# Enzyme Cleaner



## David & Emily

Hi all

Can anyone recommend a good enzymatic cleaner to use, and also tell me where I can purchase it from - as Roy is still peeing on the couch and it's driving me (and David!!) nuts!!!!!! :crazy:

He uses his litter tray fine 99.9% of the time and then one day he just gets up onto the couch, wees, and then starts digging imaginary litter! x


----------



## Guest

I use the one from pets at home, but biological washing powder will also work but you'll have to saturate the cushion as you'll need to get rid of every last trace of wee.


----------



## David & Emily

Thank you! I think I might check the care instructions on the actuall settee cushion cover and check if I can take it off and put it in the washing machine with biological washing powder, and then just soak the cushion underneath with washing powder and hot water. As this is easier than trying to scrub scrub scrub constantly! It's not seeming to work so I need to try something different!


----------



## sunzstan

im having the same problem with one of my cats too

does biological laundry liquid work too?


----------



## Guest

sunzstan said:


> im having the same problem with one of my cats too
> 
> does biological laundry liquid work too?
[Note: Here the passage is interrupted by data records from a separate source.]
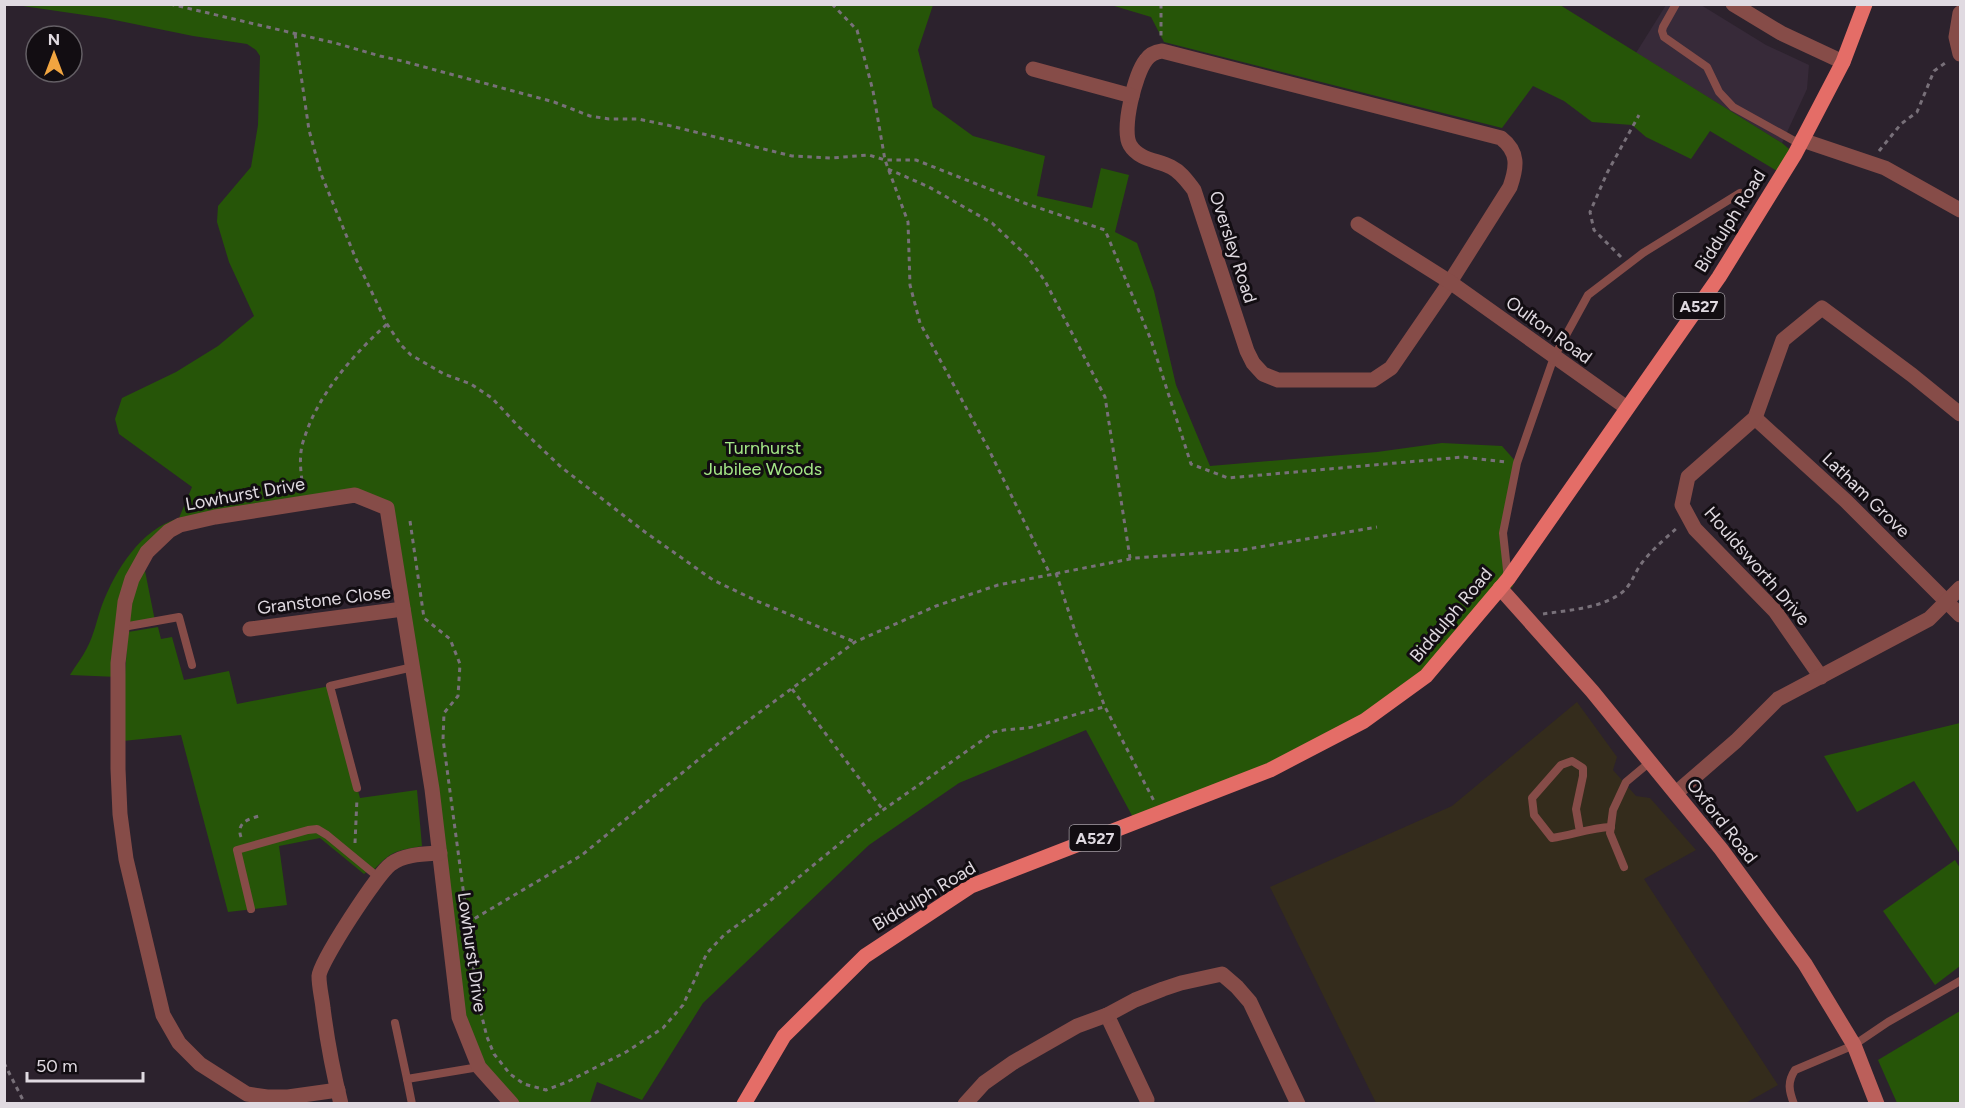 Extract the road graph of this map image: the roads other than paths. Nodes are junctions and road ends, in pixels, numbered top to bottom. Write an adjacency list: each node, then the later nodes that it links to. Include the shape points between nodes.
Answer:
1 (1676, 4): 9 (lane, via 1663,27 1664,38 1707,67 1719,92 1733,107)
2 (1733, 4): 6 (street, via 1781,33)
3 (1865, 4): 6 (main road, Biddulph Road / A527)
4 (1960, 13): 5 (street, via 1956,38)
5 (1960, 53)
6 (1843, 62): 9 (main road, Biddulph Road / A527)
7 (1033, 69): 8 (street)
8 (1132, 96): 13 (street, Oversley Road, via 1126,132 1129,144 1136,153 1172,167 1194,190 1246,351 1263,374 1278,380 1373,380 1391,368); 13 (street, Oversley Road, via 1147,59 1162,51 1501,138 1515,156 1510,187)
9 (1801, 142): 11 (street, via 1885,168); 15 (main road, Biddulph Road / A527, via 1719,277)
10 (1740, 193): 14 (lane, via 1643,253 1588,295)
11 (1960, 210)
12 (1358, 224): 13 (street, Oulton Road)
13 (1449, 282): 14 (street, Oulton Road)
14 (1554, 357): 15 (street, Oulton Road); 18 (lane, via 1517,463 1503,533)
15 (1627, 408): 18 (main road, Biddulph Road / A527)
16 (1960, 414): 17 (street, Houldsworth Drive, via 1822,308 1783,340)
17 (1755, 418): 20 (street, Latham Grove); 27 (street, Houldsworth Drive, via 1688,477 1682,505 1695,529 1775,611)
18 (1504, 584): 28 (street, Oxford Road, via 1525,616); 47 (main road, Biddulph Road / A527, via 1426,676 1364,721 1270,770 971,886 865,956 784,1036)
19 (1960, 588): 20 (street)
20 (1948, 601): 22 (street, Latham Grove); 27 (street, via 1929,619)
21 (403, 609): 23 (street, Lowhurst Drive, via 387,508 355,495 215,517 169,531 147,552 132,579); 24 (street, Granstone Close); 26 (street, Lowhurst Drive)
22 (1960, 615)
23 (123, 627): 25 (lane, via 179,617); 43 (street, Lowhurst Drive, via 118,663 120,814 126,859 163,1015 179,1043 200,1065 247,1094)
24 (250, 629)
25 (192, 665)
26 (412, 668): 29 (lane, via 330,686); 33 (street, Lowhurst Drive)
27 (1821, 677): 30 (street, via 1778,699)
28 (1650, 762): 30 (street, Oxford Road); 31 (lane, via 1626,782 1613,810)
29 (357, 788)
30 (1676, 793): 40 (street, Oxford Road, via 1805,964)
31 (1611, 827): 32 (lane); 34 (lane)
32 (1581, 832): 32 (lane, via 1552,838 1534,815 1532,798 1561,765 1572,761 1583,768 1576,809)
33 (440, 853): 35 (street, via 406,857 391,863); 41 (street, Lowhurst Drive, via 459,1017)
34 (1624, 867)
35 (378, 877): 36 (lane, via 318,829 308,830 237,850); 43 (street, via 319,974 327,1039)
36 (251, 909)
37 (1960, 981): 40 (lane)
38 (1107, 1015): 44 (street); 48 (street, via 1077,1026 1014,1062 984,1083); 49 (street, via 1181,982 1221,974 1250,1002)
39 (395, 1023): 42 (lane)
40 (1854, 1045): 50 (lane, via 1795,1070 1789,1091); 51 (street, Oxford Road)
41 (479, 1067): 42 (lane); 46 (street, Lowhurst Drive)
42 (407, 1079): 45 (lane)
43 (340, 1097)
44 (1147, 1100)
45 (412, 1104)
46 (512, 1104)
47 (744, 1104)
48 (966, 1104)
49 (1298, 1104)
50 (1794, 1104)
51 (1877, 1104)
Should do it just has to be biological as it has the enzymes in it.


----------



## thelioncub

Actually... I can recommend something!

'Urine Off' is very good - Your Home :: Web Store :: Urine Off

I think we actually bought our bottle off ebay for a bit less. Was a while ago so can't remember. Also got a special UV light which shows up the stained areas as you hold the light over it in the dark, so you know where to clean - plus I felt like a CSI while doing it! :lol:

We also used 'Nature's Miracle' - Index - Nature's Miracle 
This is a bit harder to get in the UK tho I think, but again, worth looking on ebay.

I think the Natures Miracle was slightly better than Urine Off, but both should do the trick. We had a cat with CFR who pee-ed all over the carpet at least 3 times a day, often more. I was worried that our new kitten would smell the spot and think he could pee there, but actually none of our cats even notice the patch.


----------



## thelioncub

Ah-ha! I've just done a spotlight search and it's found my email from the company I bought our bottle of Nature's Miracle from (I remember it was hard to find, and I contemplated bringing suitcases full of it home from the US trip we had booked)
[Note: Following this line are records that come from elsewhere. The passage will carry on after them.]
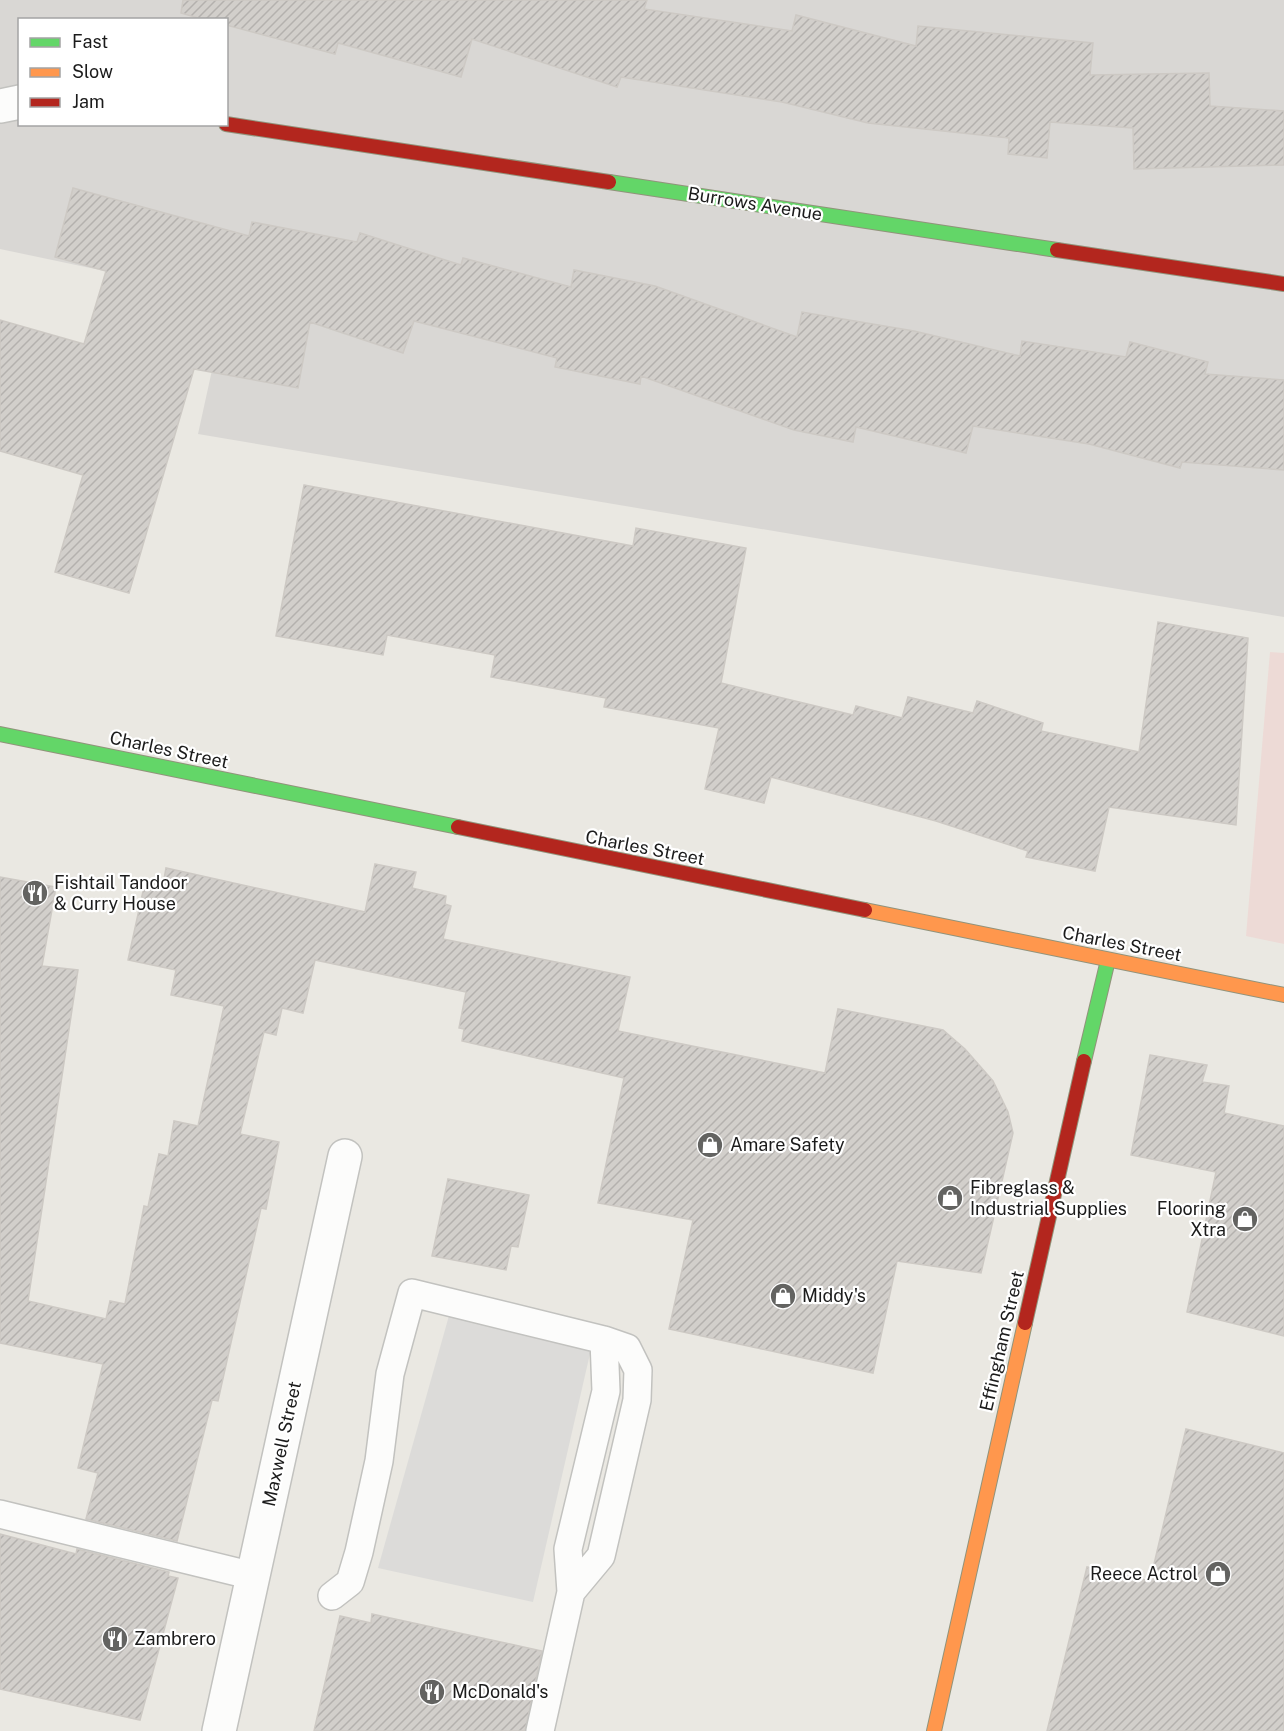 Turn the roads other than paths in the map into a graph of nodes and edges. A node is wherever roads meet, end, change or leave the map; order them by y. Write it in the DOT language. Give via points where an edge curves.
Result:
graph roads {
  1 [pos="18,102"];
  2 [pos="0,106"];
  3 [pos="228,124"];
  4 [pos="1284,284"];
  5 [pos="0,734"];
  6 [pos="1108,960"];
  7 [pos="1284,995"];
  8 [pos="345,1156"];
  9 [pos="0,1514"];
  10 [pos="253,1576"];
  11 [pos="332,1596"];
  12 [pos="219,1731"];
  13 [pos="540,1731"];
  14 [pos="934,1731"];
  1 -- 2 [label="street"];
  3 -- 4 [label="street, Burrows Avenue"];
  5 -- 6 [label="street, Charles Street"];
  6 -- 7 [label="street, Charles Street"];
  6 -- 14 [label="street, Effingham Street"];
  8 -- 10 [label="street, Maxwell Street"];
  9 -- 10 [label="lane"];
  10 -- 12 [label="street, Maxwell Street"];
  11 -- 13 [label="lane" via="350,1582 359,1552 379,1461 390,1374 412,1293 627,1348 638,1370 637,1400 601,1556 572,1592"];
}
Anyway, here's an online UK site that sells it: - Companions Choice - Pet Toy Suppliers, Food Specialist for Cats, Dogs, Ferrets and More.
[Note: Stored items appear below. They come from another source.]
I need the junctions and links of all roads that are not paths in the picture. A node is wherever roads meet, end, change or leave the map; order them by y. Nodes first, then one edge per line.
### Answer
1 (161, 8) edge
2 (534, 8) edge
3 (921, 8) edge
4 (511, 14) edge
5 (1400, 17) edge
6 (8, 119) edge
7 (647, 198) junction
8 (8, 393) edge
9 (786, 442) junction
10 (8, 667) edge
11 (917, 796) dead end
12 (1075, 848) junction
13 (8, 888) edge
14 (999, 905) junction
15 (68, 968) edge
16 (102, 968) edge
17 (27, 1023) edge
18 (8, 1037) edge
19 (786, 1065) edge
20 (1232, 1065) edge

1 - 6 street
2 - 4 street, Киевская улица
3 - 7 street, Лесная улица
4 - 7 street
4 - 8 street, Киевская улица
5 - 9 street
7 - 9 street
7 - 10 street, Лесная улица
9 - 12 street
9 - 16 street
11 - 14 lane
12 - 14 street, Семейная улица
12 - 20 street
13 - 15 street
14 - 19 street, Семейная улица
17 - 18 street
It's expensive, but it does a great job. Knowing what I'm like with my research, it was probably the best thing out there at the time, and that was probably the cheapest place to buy from.

Good luck!


----------



## David & Emily

Aww thanks for all your suggestions everyone :thumbup:


----------



## dougal22

I can recommend Simple Solutions. It's available on line as well as pet shops (not sure about [email protected] though. I got it from a local pet shop, it's very effective). I've heard good reviews about Urine Off too.


----------